Each codon tells the cell to add a specific amino acid to the chain – it does this via molecules called ‘tRNA’. Each codon has a specific tRNA that recognises it and adds the corresponding amino acid to a growing protein chain, for example: the tRNA that recognises the codon ‘TCG’, brings the amino acid serine. Jason’s group demonstrated that removing the three codons from the genome of Syn61 enabled the two tRNAs and one release factor (a protein that acts in place of tRNAs to recognize a codon that normally signals termination of protein synthesis) that normally recognise these codons to be deleted. This created a cell, Syn61Δ3, which cannot read the canonical genetic code. The team hypothesized that this cell would be resistant to viruses, as it would be unable to read viral genomes that use the full genetic code. Julius Fredens, a postdoc in the group, infected bacteria with a cocktail of viruses. Unmodified normal bacteria were killed by the viruses, but the modified bacteria were resistant to infection and survived; this demonstrated that Syn61Δ3 was resistant to infection with diverse viruses.
Making bacteria resistant to viruses could make manufacturing certain types of drugs more reliable and cheaper. Many drugs – for example, protein drugs, such as insulin, and polysaccharide and protein subunit vaccines – are manufactured by growing bacteria which contain instructions to produce the drug. If a virus gets into the vats of bacteria used to manufacture certain drugs then it can destroy the whole batch. The modified bacterial cells could overcome this problem by being completely resistant to viruses.
The group also demonstrated that they could turn cells into living factories for encoded polymer synthesis. By creating bacteria with synthetic genomes that do not use certain codons, the researchers had freed up those codons to be available to be used for other purposes, such as coding for synthetic building blocks, called monomers. Postdocs Wesley Robertson and Daniel de la Torre – building on work discovering new tRNAs and aminoacyl-tRNA synthetase enzymes, by former PhD student Daniele Cervettini and current PhD student Daniel Dunkelmann – engineered the bacteria to produce tRNAs coupled with artificial monomers, which recognised the newly available codons. This allowed them – working with Thomas Elliott, a senior scientist in the group – to produce new recombinant proteins containing one, two, or three distinct non-canonical amino acids. This work took advantage of evolved versions of Syn61 – developed by Louise Funke, a PhD student in the group – which grow more similarly to laboratory E. coli strains.
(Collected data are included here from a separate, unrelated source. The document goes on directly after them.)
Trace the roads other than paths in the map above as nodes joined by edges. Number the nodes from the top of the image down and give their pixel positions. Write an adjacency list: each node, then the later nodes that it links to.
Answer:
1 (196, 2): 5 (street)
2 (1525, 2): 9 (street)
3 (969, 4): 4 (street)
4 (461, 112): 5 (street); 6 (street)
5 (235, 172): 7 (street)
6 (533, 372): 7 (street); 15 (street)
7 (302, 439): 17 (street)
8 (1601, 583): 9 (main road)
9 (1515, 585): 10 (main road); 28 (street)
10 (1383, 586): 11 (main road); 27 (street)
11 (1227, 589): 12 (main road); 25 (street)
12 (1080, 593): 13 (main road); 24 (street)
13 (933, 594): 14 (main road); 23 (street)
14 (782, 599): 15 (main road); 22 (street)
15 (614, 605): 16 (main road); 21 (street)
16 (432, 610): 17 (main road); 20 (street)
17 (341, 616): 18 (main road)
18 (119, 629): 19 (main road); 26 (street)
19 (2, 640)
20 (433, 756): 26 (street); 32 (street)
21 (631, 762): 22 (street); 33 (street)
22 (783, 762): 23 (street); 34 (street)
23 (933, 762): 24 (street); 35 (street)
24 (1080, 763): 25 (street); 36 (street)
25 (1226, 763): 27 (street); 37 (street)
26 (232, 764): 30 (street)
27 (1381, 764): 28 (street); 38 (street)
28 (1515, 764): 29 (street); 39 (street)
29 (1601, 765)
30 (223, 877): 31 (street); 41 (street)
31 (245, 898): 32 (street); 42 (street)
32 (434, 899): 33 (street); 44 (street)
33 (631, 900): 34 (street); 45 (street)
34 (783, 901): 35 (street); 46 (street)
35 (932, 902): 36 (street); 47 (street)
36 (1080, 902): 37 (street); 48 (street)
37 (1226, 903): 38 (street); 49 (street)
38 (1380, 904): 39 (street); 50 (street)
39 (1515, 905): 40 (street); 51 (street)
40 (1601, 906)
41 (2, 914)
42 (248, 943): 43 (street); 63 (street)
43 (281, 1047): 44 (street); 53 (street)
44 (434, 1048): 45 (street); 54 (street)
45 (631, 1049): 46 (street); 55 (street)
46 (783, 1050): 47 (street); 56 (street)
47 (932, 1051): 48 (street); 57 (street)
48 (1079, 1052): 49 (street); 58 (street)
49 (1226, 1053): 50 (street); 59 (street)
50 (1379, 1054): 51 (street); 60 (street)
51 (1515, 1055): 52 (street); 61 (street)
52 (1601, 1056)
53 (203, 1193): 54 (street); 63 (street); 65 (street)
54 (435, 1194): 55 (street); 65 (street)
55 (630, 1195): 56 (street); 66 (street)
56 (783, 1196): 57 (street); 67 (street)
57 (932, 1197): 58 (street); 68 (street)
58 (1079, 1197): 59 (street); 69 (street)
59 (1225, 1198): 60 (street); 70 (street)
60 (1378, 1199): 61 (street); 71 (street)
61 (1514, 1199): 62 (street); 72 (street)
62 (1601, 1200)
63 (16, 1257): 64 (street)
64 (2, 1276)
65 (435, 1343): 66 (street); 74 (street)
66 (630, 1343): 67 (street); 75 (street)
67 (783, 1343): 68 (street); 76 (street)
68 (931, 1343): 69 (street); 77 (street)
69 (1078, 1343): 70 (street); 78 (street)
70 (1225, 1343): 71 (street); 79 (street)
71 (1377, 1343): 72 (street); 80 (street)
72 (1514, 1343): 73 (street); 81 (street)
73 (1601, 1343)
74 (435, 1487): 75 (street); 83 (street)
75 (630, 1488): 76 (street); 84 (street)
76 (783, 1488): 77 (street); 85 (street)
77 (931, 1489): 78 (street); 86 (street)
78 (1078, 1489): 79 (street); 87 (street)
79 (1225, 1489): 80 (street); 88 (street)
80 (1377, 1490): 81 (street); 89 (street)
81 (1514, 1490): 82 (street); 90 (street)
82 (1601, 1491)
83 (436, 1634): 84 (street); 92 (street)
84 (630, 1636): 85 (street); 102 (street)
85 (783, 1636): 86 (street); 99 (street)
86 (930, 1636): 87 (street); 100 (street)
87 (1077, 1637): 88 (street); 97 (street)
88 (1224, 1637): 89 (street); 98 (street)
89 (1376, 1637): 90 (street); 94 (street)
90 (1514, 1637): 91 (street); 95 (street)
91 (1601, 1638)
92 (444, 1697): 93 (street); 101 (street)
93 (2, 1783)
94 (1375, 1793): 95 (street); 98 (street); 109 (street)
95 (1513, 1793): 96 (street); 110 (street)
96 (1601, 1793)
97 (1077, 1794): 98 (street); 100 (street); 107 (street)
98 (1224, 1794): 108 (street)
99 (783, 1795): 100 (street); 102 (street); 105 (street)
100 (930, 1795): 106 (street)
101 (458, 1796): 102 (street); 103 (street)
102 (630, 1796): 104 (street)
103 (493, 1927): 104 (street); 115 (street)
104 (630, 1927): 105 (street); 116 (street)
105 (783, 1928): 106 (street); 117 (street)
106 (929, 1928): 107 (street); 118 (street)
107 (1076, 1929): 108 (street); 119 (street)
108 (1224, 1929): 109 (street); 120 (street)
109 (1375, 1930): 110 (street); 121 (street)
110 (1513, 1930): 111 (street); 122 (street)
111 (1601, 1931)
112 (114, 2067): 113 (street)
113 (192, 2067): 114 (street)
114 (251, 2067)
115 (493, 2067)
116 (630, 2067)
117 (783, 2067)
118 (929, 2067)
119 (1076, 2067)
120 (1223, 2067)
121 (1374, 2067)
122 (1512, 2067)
Wesley and Daniel then inserted genetic sequences with strings of the available codons into the bacteria’s DNA. These were read by the altered tRNAs, which assembled chains of synthetic monomers in the sequence defined by the sequence of codons in the DNA. The cells were programmed to string together monomers in different orders by changing the order of the available codons in the genetic sequence. Polymers composed of different monomers were also made by changing which monomers were coupled to the tRNAs.
The group created polymers made of up to eight monomers strung together, and encoded the synthesis of twenty-two distinct new polymer sequences. Postdoc Martin Spinck, working closely with Wesley and Daniel demonstrated that the head and tail of the new polymers could be linked to make cyclic polymers known as macrocycles, a class of molecules that forms the basis of numerous drugs, including antibiotics.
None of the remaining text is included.